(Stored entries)
==================================================

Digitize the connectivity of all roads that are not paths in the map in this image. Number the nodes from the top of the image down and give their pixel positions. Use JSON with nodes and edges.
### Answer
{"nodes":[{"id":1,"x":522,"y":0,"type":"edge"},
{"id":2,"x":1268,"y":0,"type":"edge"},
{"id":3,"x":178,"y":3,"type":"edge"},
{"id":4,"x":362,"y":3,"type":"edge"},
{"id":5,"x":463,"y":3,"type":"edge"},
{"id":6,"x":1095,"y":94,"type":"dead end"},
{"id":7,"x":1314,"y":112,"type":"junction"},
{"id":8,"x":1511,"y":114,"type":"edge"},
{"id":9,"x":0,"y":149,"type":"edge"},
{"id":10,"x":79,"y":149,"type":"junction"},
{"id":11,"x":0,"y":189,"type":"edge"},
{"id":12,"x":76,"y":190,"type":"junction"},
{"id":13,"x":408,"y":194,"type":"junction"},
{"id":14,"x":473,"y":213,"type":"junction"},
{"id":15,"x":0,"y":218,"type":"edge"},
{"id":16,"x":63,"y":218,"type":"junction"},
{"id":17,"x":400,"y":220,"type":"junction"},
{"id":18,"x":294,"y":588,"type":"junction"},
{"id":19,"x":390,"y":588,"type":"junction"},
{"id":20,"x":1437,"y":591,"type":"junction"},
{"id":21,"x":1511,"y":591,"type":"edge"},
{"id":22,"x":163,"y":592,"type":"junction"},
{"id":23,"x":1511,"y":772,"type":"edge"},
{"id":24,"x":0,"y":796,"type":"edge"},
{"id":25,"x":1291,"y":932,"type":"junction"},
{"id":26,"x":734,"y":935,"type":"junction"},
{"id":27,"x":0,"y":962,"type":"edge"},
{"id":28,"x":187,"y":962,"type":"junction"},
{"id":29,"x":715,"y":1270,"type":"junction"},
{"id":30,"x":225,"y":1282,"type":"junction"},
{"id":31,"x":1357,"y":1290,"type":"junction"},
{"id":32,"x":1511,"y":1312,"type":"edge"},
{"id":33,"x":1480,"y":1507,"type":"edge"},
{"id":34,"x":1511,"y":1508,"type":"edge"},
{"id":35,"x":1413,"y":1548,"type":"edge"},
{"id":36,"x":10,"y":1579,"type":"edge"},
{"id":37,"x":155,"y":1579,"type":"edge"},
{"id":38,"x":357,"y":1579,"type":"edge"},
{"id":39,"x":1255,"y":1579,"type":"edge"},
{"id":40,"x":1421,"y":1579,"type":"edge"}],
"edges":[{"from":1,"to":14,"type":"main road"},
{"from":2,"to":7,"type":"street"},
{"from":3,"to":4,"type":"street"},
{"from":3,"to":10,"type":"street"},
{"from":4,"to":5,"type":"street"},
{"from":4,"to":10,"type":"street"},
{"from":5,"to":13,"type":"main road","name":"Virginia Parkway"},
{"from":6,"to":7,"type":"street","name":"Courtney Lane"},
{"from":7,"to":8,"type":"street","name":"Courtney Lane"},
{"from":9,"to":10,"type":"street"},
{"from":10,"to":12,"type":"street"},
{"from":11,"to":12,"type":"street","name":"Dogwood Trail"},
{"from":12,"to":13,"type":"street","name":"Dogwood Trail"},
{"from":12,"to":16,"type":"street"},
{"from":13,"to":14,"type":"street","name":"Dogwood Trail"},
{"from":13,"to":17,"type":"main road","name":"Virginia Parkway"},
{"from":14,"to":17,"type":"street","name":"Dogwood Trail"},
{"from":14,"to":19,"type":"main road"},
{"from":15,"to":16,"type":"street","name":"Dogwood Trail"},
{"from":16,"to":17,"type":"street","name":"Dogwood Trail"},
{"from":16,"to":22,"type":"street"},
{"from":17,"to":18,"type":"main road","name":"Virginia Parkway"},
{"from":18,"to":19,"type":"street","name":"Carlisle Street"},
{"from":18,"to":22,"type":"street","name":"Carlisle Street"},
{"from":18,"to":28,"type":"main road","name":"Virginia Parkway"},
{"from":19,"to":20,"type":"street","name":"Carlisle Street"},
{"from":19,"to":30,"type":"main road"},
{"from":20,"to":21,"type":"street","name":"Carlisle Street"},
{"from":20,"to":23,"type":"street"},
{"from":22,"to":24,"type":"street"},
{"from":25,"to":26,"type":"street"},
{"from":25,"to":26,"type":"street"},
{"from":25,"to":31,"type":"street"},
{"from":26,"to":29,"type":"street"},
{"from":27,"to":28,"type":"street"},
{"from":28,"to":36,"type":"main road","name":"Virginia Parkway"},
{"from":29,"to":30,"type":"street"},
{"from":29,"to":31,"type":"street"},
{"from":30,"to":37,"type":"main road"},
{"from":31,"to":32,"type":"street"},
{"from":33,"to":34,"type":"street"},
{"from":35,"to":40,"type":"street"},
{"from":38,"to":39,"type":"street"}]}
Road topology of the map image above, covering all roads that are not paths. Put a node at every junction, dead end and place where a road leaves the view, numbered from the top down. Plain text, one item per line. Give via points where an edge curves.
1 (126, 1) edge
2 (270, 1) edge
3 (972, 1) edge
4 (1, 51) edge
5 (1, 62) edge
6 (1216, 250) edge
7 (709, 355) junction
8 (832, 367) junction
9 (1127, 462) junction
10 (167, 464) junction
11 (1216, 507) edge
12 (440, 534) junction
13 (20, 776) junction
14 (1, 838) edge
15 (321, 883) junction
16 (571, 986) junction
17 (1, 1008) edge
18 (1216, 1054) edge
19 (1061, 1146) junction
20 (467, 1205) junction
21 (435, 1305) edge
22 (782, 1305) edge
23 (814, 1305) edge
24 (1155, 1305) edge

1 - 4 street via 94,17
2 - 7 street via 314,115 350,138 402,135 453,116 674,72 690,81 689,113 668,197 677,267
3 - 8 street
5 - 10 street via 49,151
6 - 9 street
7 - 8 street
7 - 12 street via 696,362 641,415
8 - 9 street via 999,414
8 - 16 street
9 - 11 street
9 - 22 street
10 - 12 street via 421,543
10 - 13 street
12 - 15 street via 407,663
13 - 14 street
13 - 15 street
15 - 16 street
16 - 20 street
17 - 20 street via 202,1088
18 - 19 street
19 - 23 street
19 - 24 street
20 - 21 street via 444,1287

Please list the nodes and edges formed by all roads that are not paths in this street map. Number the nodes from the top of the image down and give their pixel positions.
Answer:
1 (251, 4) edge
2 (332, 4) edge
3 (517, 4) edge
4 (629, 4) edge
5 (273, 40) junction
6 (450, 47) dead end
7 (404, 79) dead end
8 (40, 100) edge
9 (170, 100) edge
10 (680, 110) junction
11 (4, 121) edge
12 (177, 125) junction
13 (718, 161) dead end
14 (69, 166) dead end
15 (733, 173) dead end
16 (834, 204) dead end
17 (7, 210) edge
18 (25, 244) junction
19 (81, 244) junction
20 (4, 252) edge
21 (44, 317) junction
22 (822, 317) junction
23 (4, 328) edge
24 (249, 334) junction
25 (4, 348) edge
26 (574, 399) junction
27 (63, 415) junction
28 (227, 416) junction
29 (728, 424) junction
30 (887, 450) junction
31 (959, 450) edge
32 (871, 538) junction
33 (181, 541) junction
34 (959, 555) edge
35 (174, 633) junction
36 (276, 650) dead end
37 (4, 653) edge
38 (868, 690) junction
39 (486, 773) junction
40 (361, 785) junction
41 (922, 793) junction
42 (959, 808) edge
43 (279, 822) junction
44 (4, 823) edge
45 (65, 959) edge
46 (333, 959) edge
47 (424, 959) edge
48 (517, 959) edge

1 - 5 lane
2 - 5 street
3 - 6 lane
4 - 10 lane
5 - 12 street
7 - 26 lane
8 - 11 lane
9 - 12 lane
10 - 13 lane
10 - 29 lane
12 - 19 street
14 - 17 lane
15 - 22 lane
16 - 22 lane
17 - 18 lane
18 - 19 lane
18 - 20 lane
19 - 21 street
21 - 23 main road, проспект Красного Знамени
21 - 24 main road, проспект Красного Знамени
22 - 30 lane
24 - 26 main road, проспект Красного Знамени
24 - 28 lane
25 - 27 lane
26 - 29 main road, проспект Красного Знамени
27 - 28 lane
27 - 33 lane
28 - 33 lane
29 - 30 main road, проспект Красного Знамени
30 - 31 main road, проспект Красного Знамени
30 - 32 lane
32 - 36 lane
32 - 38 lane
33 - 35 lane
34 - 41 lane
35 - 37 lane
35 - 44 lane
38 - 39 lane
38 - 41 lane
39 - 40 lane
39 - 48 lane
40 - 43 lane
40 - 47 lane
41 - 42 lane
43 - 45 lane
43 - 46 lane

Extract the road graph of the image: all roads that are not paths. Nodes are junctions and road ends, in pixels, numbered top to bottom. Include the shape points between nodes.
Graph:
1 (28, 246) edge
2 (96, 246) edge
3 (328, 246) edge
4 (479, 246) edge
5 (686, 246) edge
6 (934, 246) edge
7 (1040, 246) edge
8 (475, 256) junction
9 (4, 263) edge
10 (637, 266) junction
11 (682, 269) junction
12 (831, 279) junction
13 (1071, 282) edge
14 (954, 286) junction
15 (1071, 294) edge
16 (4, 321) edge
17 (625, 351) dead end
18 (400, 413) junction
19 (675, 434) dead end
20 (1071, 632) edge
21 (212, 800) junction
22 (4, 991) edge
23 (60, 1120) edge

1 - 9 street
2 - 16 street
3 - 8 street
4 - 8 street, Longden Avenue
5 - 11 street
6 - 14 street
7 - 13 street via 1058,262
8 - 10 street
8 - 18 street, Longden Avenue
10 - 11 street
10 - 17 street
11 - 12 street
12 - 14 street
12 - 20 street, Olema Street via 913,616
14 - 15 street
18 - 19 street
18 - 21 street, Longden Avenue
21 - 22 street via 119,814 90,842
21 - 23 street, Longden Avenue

==================================================

*DESCRIPTION OF THE TASK*
Go over the records above and tally each line that includes "points". Give the total by itself.

*EXERCISE RESPONSE*
2